Desfecho após alta da unidade de terapia intensiva pediátrica

Warwick Butt

Fellow of the Royal Australasian College of Physicians and of the College of Intensive Care Medicine. Associate professor, Department of Paediatrics, University of Melbourne, Melbourne, Austrália. Group Leader, Murdoch Childrens Research Institute, Royal Childrens Hospital, Melbourne, Austrália

Correspondência Correspondência: Warwick Butt Paediatric Intensive Care Royal Childrens Hospital 50 Flemington Road 3052 Parkville - Melbourne, Victoria - Australia E-mail: warwick.butt@rch.org.au

A avaliação do desfecho de crianças tratadas em unidades de terapia intensiva (UTIs) vem se modificando consideravelmente nos últimos 25 anos. O aumento na disponibilidade e na capacidade dos sistemas mecânicos e artificiais de suporte de órgãos e as consequentes baixas taxas de mortalidade na maioria das unidades de terapia intensiva pediátricas (UTIPs) indicam que a sobrevida após a internação na UTI não é mais o único desfecho de interesse. Assim, o desfecho funcional e a qualidade de vida estão adquirindo cada vez mais importância. A capacidade física e intelectual de uma criança para realizar tarefas e ser um indivíduo com independência funcional (desfecho funcional) é diferente da qualidade de vida relacionada à saúde (QVRS), que avalia o bem-estar e a saúde social e emocional do indivíduo, e também a mobilidade e outros indicadores de capacidade funcional. Qual é o desfecho de uma criança após a alta da UTIP? Essa parece ser uma pergunta muito simples; no entanto, infelizmente, sua resposta é bastante complexa, com muitas questões delicadas a serem consideradas1.

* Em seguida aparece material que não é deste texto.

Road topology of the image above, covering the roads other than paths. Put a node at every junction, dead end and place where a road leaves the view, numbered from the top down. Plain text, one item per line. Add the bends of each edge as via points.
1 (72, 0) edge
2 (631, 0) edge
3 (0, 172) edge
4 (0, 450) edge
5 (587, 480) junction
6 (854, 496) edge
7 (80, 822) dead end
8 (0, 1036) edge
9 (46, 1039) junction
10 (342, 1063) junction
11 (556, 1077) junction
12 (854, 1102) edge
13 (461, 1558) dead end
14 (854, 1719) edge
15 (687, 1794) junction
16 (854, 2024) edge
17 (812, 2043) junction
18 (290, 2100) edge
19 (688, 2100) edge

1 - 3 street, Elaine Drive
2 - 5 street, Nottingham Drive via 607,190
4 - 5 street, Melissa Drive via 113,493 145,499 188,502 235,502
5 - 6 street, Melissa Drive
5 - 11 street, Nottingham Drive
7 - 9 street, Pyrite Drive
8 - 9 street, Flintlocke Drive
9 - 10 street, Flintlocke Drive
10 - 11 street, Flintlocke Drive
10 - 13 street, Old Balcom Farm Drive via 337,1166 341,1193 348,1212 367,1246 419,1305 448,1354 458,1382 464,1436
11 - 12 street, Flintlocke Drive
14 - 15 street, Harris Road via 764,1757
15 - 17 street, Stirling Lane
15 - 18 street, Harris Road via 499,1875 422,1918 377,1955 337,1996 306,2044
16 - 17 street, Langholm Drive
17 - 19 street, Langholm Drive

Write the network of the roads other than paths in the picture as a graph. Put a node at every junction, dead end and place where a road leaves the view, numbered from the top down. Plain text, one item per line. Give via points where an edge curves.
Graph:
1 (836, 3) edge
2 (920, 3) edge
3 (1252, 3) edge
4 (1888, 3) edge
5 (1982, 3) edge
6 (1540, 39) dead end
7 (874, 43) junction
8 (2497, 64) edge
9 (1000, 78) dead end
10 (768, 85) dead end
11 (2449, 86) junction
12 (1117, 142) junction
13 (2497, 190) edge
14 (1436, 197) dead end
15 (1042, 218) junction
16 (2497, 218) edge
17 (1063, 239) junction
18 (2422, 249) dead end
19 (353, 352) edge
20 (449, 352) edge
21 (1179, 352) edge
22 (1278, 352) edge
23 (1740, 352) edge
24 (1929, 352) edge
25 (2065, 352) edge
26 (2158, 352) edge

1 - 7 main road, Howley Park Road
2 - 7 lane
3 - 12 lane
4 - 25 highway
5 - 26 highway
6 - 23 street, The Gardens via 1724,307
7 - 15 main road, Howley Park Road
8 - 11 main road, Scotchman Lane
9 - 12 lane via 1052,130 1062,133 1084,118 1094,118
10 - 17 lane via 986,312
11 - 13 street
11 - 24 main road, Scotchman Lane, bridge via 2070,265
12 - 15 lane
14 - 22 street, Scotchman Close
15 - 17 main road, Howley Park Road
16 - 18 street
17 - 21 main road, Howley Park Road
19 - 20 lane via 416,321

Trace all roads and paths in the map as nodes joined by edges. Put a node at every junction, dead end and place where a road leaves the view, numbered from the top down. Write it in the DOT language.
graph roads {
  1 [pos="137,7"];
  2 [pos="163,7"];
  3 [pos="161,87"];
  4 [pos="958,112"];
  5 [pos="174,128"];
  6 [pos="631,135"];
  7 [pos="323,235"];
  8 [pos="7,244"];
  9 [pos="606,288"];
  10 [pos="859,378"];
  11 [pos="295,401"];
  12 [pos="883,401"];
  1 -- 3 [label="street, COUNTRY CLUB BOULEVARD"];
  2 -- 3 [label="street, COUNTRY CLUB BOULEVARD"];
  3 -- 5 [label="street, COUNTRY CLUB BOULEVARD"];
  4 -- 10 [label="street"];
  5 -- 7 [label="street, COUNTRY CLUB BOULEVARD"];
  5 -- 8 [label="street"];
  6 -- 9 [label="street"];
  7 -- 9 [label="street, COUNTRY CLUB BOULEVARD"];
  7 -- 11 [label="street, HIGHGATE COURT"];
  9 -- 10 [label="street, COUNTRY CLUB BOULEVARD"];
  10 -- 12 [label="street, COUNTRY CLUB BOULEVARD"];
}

Nesta edição da revista, Cunha et al.2 examinam a QVRS de crianças sobreviventes a cuidados intensivos. Foram internadas 1.495 crianças durante o período de estudo, sendo que 517 com idade superior a 6 anos eram elegíveis para o estudo; entre essas, 320 foram avaliadas na admissão e 252 foram avaliadas novamente, por telefone, 6 meses após a admissão na UTI. Deficiência grave esteve presente em 36% das crianças antes da hospitalização, com melhora em 60% dos casos após 6 meses. No total, 21% não apresentaram alteração na QVRS, 40% tiveram melhora e 38% agravamento. A mudança na QVRS dependeu, em parte, do diagnóstico, visto que pacientes com problemas cardiorrespiratórios e musculoesqueléticos tenderam a melhorar, enquanto crianças com trauma e sepse/choque agudos tenderam a piorar. Trata-se de um estudo bem delineado, que buscou abordar as questões complexas associadas à avaliação do desfecho e apresentou uma análise interessante e detalhada. Os autores utilizaram um instrumento canadense de avaliação do desfecho reconhecido e padronizado e avaliaram o estado pré-UTI, que é um dos principais fatores que influenciam o desfecho de um paciente. Eles fizeram várias tentativas (até cinco) de contatar as famílias e obtiveram uma boa taxa de sucesso de 79%. O período de seguimento foi de 6 meses, um curto intervalo de tempo após a UTI, no qual a recuperação neurológica pode não ter sido completa; no entanto, o desfecho é relevante para protocolos de tratamento e para a atuação dos hospitais e do sistema de saúde. Um dos achados fundamentais (semelhante ao de outros estudos) é que há muita variação entre os pacientes; portanto, esse tipo de informação é útil para o planejamento de recursos e para a avaliação de programas de saúde e não para o prognóstico de pacientes individuais.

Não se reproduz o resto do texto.